L’Alto Commissario per i Rifugiati Filippo Grandi esorta i leader mondiali ad arginare le conseguenze umanitarie più devastanti della crisi climatica e a evitare un futuro catastrofico per milioni di persone costrette a lasciare le loro case.
“La COP27 deve fornire ai Paesi e alle comunità più esposti alla crisi climatica gli strumenti per prepararsi ai climi estremi, per adattarsi e minimizzare l’impatto dell’emergenza climatica” ha detto Grandi. “Non possiamo lasciare milioni di rifugiati e sfollati e le comunità che li ospitano ad affrontare da soli le conseguenze del cambiamento climatico.”
All’impatto degli choc climatici in tutto il mondo si uniscono i conflitti, la grave insicurezza alimentare, i prezzi in aumento e gli effetti della pandemia di COVID-19; ma coloro che sono meno responsabili della crisi climatica e meno in grado di adattarsi alle sue conseguenze ne subiscono gli effetti più gravi.
La conferenza sul clima dell’ONU di quest’anno avviene sullo sfondo di catastrofi climatiche, dalle alluvioni senza precedenti in Pakistan alla peggiore siccità degli ultimi decenni in tutto il Corno d’Africa.
In Somalia, sono circa un milione le persone costrette a fuggire a causa della siccità e della minaccia della carestia. In Mozambico, cicloni devastanti hanno colpito decine di migliaia di persone già sfollate a causa della violenza, mentre il Sud Sudan e il Sudan lottano per il quarto anno di seguito contro inondazioni senza precedenti. Più di 3,4 milioni di rifugiate e sfollati e le comunità che li ospitano affrontano le conseguenze delle recenti inondazioni catastrofiche in Nigeria, Chad, Camerun e nei paesi centrali del Sahel (Nigeria, Burkina Faso e Mali), una regione che già vive una delle peggiori crisi di migrazioni forzate del mondo.
Nell’Estremo Nord del Camerun è esplosa la violenza intercomunitaria tra allevatori, pescatori e agricoltori a causa delle scarse risorse idriche, poiché il Lago Chad e i suoi affluenti si sono prosciugati a causa della siccità.
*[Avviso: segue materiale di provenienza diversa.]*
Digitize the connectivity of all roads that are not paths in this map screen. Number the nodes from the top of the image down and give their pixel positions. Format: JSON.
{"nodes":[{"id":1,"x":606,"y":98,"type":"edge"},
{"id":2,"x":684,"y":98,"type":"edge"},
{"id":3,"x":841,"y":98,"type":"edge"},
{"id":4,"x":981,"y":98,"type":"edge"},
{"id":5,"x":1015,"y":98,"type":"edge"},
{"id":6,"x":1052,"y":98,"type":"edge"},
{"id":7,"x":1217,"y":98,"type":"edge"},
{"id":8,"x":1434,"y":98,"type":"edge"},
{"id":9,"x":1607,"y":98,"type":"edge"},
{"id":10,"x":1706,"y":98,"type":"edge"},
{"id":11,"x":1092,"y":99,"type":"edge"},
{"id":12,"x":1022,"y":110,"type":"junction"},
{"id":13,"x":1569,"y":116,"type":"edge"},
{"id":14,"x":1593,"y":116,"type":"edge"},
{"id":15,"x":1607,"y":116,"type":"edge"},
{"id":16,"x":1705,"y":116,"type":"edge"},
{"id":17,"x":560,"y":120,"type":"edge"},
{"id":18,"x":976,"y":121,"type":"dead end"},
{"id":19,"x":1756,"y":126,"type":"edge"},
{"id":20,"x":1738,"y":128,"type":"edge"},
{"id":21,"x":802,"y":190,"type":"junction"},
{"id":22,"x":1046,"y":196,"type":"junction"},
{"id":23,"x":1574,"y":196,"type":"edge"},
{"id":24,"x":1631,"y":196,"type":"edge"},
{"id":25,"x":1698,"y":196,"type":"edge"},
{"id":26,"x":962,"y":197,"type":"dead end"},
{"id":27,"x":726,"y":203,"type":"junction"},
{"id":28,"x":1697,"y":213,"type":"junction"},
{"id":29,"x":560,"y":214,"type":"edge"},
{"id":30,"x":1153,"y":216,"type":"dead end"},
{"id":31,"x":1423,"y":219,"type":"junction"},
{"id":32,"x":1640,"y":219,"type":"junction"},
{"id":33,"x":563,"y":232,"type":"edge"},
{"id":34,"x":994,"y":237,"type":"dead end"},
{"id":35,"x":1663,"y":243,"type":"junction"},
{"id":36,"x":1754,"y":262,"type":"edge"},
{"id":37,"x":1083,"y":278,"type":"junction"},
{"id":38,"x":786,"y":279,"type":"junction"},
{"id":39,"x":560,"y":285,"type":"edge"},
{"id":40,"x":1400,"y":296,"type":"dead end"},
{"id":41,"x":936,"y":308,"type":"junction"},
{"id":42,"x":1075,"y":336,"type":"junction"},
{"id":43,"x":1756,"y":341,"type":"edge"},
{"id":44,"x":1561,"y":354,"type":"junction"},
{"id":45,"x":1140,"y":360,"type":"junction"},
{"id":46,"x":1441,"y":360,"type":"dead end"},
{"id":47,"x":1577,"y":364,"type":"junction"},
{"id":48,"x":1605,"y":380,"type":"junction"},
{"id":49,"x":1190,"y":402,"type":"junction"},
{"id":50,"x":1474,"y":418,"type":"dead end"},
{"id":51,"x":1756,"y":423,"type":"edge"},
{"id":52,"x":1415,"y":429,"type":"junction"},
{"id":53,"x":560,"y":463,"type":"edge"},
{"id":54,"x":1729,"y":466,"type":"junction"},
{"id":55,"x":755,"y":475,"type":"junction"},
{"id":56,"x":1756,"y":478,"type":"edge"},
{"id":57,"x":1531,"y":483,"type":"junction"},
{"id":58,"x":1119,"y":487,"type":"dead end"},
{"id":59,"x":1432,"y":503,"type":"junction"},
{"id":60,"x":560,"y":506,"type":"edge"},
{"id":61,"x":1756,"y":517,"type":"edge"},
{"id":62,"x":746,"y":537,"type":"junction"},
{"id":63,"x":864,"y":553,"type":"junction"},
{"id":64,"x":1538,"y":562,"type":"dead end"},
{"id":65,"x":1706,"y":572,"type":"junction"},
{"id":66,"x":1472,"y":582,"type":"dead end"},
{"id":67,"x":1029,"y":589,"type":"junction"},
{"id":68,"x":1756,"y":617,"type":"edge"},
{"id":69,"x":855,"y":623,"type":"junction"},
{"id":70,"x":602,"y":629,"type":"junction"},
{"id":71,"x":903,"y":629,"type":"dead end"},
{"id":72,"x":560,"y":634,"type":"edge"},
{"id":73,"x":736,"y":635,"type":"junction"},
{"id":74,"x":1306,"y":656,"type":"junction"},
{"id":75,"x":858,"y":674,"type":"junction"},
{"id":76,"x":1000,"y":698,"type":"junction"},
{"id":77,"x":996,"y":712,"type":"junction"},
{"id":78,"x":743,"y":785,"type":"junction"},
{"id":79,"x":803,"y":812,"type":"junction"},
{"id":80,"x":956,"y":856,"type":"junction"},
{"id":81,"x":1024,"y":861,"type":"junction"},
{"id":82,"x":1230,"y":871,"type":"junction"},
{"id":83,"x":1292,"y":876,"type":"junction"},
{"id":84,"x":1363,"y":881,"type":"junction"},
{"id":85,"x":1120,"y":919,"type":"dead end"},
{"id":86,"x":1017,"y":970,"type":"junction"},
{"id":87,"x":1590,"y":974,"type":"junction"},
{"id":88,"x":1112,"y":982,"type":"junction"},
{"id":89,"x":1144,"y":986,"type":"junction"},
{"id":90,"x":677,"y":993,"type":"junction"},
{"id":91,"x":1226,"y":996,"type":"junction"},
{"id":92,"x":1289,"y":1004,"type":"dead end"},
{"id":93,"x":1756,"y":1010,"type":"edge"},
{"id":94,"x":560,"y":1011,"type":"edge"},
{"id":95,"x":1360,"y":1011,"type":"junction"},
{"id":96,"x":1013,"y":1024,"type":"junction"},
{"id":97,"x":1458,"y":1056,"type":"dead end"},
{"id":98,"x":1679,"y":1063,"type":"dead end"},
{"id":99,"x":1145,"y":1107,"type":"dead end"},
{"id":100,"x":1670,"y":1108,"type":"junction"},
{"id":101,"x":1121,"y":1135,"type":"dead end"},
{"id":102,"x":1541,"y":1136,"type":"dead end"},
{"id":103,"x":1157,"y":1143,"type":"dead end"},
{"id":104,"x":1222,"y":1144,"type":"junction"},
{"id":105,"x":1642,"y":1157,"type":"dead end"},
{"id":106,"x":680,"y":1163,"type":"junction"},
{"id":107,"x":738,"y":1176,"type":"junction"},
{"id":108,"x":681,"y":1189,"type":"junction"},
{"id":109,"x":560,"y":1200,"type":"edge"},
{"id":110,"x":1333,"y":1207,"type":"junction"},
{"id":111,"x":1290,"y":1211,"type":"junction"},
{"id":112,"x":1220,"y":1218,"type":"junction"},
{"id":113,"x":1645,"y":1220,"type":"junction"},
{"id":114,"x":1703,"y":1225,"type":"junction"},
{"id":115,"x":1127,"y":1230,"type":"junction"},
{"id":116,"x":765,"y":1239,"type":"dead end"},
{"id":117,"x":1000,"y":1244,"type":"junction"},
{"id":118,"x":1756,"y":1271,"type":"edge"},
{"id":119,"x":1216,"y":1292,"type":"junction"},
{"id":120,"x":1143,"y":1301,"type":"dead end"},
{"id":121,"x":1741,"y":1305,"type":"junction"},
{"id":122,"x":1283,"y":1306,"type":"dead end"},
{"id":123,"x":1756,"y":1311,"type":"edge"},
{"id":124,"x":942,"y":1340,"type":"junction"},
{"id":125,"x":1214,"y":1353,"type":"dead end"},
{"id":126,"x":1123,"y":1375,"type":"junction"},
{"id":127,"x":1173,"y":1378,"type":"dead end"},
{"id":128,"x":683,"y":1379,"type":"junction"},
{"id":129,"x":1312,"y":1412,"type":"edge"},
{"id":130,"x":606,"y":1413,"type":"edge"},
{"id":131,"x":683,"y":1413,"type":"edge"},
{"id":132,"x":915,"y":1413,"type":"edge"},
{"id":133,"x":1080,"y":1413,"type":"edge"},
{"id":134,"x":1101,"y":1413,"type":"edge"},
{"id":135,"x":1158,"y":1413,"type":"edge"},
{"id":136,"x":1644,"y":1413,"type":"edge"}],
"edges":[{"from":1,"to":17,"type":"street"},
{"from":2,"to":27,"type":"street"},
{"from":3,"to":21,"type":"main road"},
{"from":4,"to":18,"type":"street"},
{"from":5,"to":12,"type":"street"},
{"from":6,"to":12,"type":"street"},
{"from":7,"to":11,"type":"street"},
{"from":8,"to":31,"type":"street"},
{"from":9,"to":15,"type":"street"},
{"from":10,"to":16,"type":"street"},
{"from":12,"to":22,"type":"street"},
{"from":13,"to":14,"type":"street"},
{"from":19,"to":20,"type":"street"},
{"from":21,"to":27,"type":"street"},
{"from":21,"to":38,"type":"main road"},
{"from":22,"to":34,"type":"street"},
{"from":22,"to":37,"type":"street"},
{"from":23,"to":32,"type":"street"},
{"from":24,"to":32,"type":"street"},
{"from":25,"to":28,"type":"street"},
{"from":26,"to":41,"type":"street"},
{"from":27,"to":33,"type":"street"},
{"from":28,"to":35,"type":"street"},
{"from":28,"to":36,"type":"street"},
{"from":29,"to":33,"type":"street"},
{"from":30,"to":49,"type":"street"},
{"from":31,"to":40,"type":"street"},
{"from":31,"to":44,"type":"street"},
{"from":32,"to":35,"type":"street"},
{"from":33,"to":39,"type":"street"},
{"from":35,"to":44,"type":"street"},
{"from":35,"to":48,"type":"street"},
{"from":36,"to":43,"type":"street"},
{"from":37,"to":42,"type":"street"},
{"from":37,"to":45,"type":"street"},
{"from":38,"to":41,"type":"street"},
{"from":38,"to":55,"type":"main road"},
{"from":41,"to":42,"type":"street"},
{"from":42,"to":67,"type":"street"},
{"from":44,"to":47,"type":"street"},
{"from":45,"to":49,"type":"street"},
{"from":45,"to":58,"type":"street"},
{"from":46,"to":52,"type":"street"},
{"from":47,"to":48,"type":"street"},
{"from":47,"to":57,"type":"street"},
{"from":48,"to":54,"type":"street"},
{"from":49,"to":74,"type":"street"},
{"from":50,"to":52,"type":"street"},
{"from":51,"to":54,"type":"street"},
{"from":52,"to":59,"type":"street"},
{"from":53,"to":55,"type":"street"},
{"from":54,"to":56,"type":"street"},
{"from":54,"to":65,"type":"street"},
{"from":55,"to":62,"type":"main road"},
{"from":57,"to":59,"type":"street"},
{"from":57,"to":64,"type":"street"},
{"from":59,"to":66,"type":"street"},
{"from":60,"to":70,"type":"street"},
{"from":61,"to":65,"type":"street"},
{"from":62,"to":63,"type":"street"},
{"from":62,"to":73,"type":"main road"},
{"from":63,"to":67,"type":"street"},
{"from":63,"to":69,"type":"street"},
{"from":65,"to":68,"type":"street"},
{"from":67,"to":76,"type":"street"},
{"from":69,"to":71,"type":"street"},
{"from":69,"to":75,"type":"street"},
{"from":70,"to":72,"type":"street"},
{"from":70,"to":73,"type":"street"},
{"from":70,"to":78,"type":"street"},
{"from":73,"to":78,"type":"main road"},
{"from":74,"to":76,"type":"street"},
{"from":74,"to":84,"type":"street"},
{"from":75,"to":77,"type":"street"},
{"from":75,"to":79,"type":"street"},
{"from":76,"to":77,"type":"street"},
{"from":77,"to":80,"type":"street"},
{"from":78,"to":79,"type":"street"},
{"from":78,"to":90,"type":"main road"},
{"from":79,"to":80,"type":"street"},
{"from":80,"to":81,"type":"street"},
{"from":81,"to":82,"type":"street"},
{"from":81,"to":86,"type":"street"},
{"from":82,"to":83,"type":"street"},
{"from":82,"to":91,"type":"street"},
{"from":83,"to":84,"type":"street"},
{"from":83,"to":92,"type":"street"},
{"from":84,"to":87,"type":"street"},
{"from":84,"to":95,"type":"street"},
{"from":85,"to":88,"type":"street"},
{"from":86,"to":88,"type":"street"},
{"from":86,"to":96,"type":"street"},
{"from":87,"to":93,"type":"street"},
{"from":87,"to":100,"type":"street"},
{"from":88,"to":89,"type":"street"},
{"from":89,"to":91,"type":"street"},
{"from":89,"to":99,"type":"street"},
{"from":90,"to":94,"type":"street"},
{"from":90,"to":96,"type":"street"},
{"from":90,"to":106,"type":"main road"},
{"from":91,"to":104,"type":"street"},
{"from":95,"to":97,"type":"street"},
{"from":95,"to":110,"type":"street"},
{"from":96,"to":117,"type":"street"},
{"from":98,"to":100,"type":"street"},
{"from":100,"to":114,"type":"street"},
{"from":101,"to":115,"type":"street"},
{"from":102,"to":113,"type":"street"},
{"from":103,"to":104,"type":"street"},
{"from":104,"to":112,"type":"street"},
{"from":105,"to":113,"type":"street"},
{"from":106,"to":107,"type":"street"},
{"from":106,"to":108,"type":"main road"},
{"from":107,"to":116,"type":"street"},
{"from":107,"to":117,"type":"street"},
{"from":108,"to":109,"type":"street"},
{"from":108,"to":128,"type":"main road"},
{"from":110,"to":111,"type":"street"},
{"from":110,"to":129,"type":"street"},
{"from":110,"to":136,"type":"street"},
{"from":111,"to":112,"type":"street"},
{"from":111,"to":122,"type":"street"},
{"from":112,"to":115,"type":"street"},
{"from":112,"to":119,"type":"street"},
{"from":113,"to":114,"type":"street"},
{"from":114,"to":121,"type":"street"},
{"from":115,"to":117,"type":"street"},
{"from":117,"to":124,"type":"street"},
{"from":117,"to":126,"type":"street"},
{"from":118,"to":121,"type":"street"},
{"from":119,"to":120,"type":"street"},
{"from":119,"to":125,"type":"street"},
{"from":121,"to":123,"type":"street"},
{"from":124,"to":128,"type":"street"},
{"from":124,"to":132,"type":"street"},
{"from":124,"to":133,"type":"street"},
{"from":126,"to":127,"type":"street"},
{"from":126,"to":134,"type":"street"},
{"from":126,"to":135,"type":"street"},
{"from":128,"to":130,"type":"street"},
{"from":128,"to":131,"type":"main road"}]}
Negli ultimi mesi dello scorso anno più di 100 persone sono state uccise o ferite, e decine di migliaia hanno lasciato le loro case.
Nel frattempo, la siccità nel Dry Corridor (“corridoio arido”) dell’America Centrale ha costretto i contadini a fuggire nelle città vicine, dove sono esposti alla violenza delle gang di strada. E in altre parti della regione, come in Honduras, il cambiamento climatico è un’ulteriore causa di migrazioni forzate, con uragani sempre più forti e frequenti.
Oltre il 70% dei rifugiati e sfollati del mondo viene dai paesi più vulnerabili ai fenomeni del clima, come l’Afganistan, la Repubblica democratica del Congo, la Siria e lo Yemen. Per loro la posta in gioco è altissima, ma troppo spesso vengono esclusi dalle discussioni sulla crisi climatica.
Solo un’azione decisa e un massiccio aumento dei finanziamenti per la mitigazione dell’adattamento al clima possono alleviare le conseguenze umanitarie, presenti e future, della crisi climatica per le popolazioni sfollate e le comunità ospitanti. Gli investimenti devono essere collaborativi, inclusivi e cercare soluzioni per i più vulnerabili. I leader mondiali devono guardare a un’azione incisiva, duratura e integrata che coinvolga le comunità locali, i governi e i partner già impegnati nella lotta agli eventi climatici estremi. In alcuni contesti l’adattamento non sarà sufficiente e occorreranno altre risorse finanziarie per l’inevitabile “loss and damage”, di cui un esempio eclatante è la fuga dalle proprie case.
I timori e le soluzioni per le persone rifugiate e sfollate devono trovare posto non solo nei dibattiti come alla COP 27, ma devono ricevere un sostegno molto maggiore negli “hotspot” climatici.